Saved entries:
◇ ◇ ◇
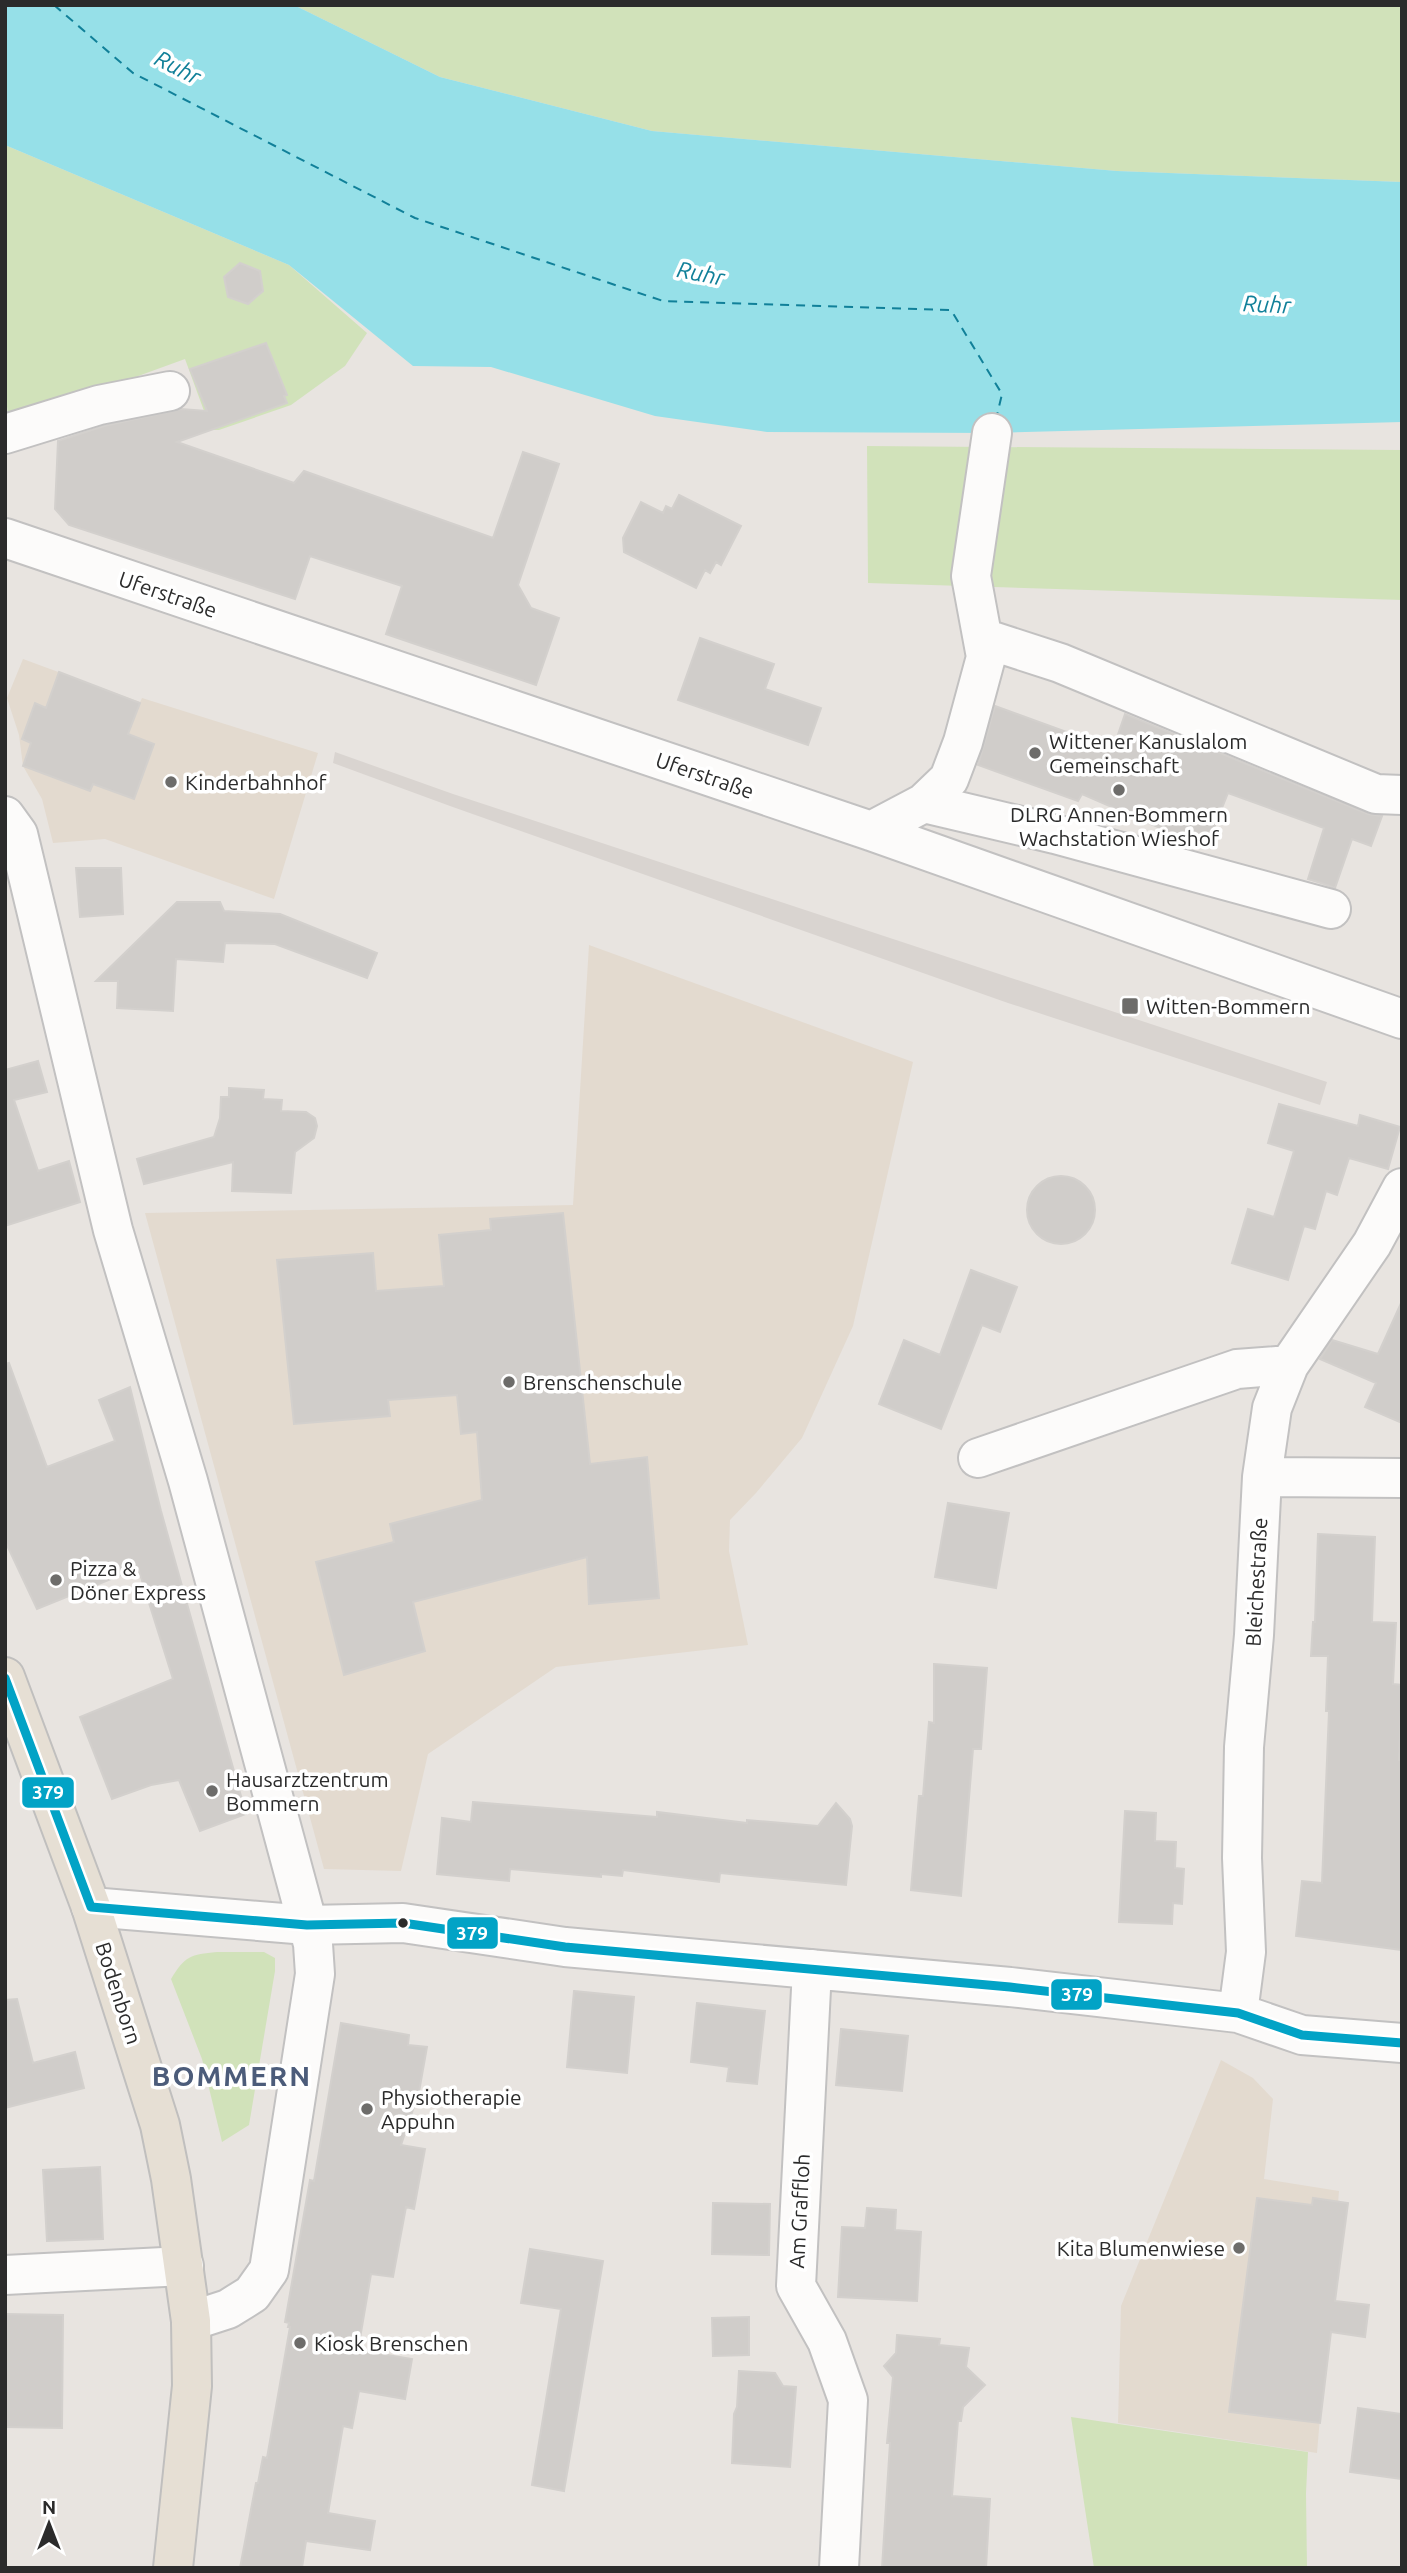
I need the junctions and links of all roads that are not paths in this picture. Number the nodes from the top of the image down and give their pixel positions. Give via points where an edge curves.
1 (170, 391) dead end
2 (992, 433) dead end
3 (5, 434) edge
4 (5, 538) edge
5 (983, 638) junction
6 (1402, 795) edge
7 (924, 803) junction
8 (5, 816) edge
9 (871, 831) junction
10 (1331, 909) dead end
11 (1402, 1020) edge
12 (1402, 1188) edge
13 (1290, 1365) junction
14 (978, 1458) dead end
15 (1262, 1476) junction
16 (1402, 1478) edge
17 (5, 1677) edge
18 (91, 1907) junction
19 (307, 1925) junction
20 (812, 1969) junction
21 (1238, 2013) junction
22 (1402, 2043) edge
23 (184, 2266) junction
24 (5, 2275) edge
25 (191, 2321) junction
26 (173, 2568) edge
27 (839, 2568) edge

1 - 3 street via 99,405
2 - 5 street via 971,576
4 - 9 street, Uferstraße
5 - 6 street via 1060,663 1376,794
5 - 7 street via 986,657 963,742 949,779
7 - 9 street
7 - 10 street
8 - 19 street via 18,834 113,1230 188,1481
9 - 11 street, Uferstraße
12 - 13 street, Bleichestraße via 1372,1244
13 - 14 street via 1237,1369
13 - 15 street, Bleichestraße via 1272,1408
15 - 16 street
15 - 21 street, Bleichestraße via 1244,1747 1245,1952
17 - 18 main road, Bodenborn
18 - 19 street
18 - 23 main road, Bodenborn via 160,2125
19 - 20 street via 403,1923 565,1947
19 - 25 street via 315,1974 270,2270 252,2294 228,2309
20 - 21 street
20 - 27 street, Am Graffloh via 796,2286 827,2341 848,2400
21 - 22 street via 1302,2035
23 - 24 street
23 - 25 main road, Bodenborn
25 - 26 main road, Bodenborn via 192,2386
◇ ◇ ◇
WHAT IS EXPECTED: Reproduce all of the entries above word for word, but leave out their pictures.

SOLUTION TO THIS TASK:
I need the junctions and links of all roads that are not paths in this picture. Number the nodes from the top of the image down and give their pixel positions. Give via points where an edge curves.
1 (170, 391) dead end
2 (992, 433) dead end
3 (5, 434) edge
4 (5, 538) edge
5 (983, 638) junction
6 (1402, 795) edge
7 (924, 803) junction
8 (5, 816) edge
9 (871, 831) junction
10 (1331, 909) dead end
11 (1402, 1020) edge
12 (1402, 1188) edge
13 (1290, 1365) junction
14 (978, 1458) dead end
15 (1262, 1476) junction
16 (1402, 1478) edge
17 (5, 1677) edge
18 (91, 1907) junction
19 (307, 1925) junction
20 (812, 1969) junction
21 (1238, 2013) junction
22 (1402, 2043) edge
23 (184, 2266) junction
24 (5, 2275) edge
25 (191, 2321) junction
26 (173, 2568) edge
27 (839, 2568) edge

1 - 3 street via 99,405
2 - 5 street via 971,576
4 - 9 street, Uferstraße
5 - 6 street via 1060,663 1376,794
5 - 7 street via 986,657 963,742 949,779
7 - 9 street
7 - 10 street
8 - 19 street via 18,834 113,1230 188,1481
9 - 11 street, Uferstraße
12 - 13 street, Bleichestraße via 1372,1244
13 - 14 street via 1237,1369
13 - 15 street, Bleichestraße via 1272,1408
15 - 16 street
15 - 21 street, Bleichestraße via 1244,1747 1245,1952
17 - 18 main road, Bodenborn
18 - 19 street
18 - 23 main road, Bodenborn via 160,2125
19 - 20 street via 403,1923 565,1947
19 - 25 street via 315,1974 270,2270 252,2294 228,2309
20 - 21 street
20 - 27 street, Am Graffloh via 796,2286 827,2341 848,2400
21 - 22 street via 1302,2035
23 - 24 street
23 - 25 main road, Bodenborn
25 - 26 main road, Bodenborn via 192,2386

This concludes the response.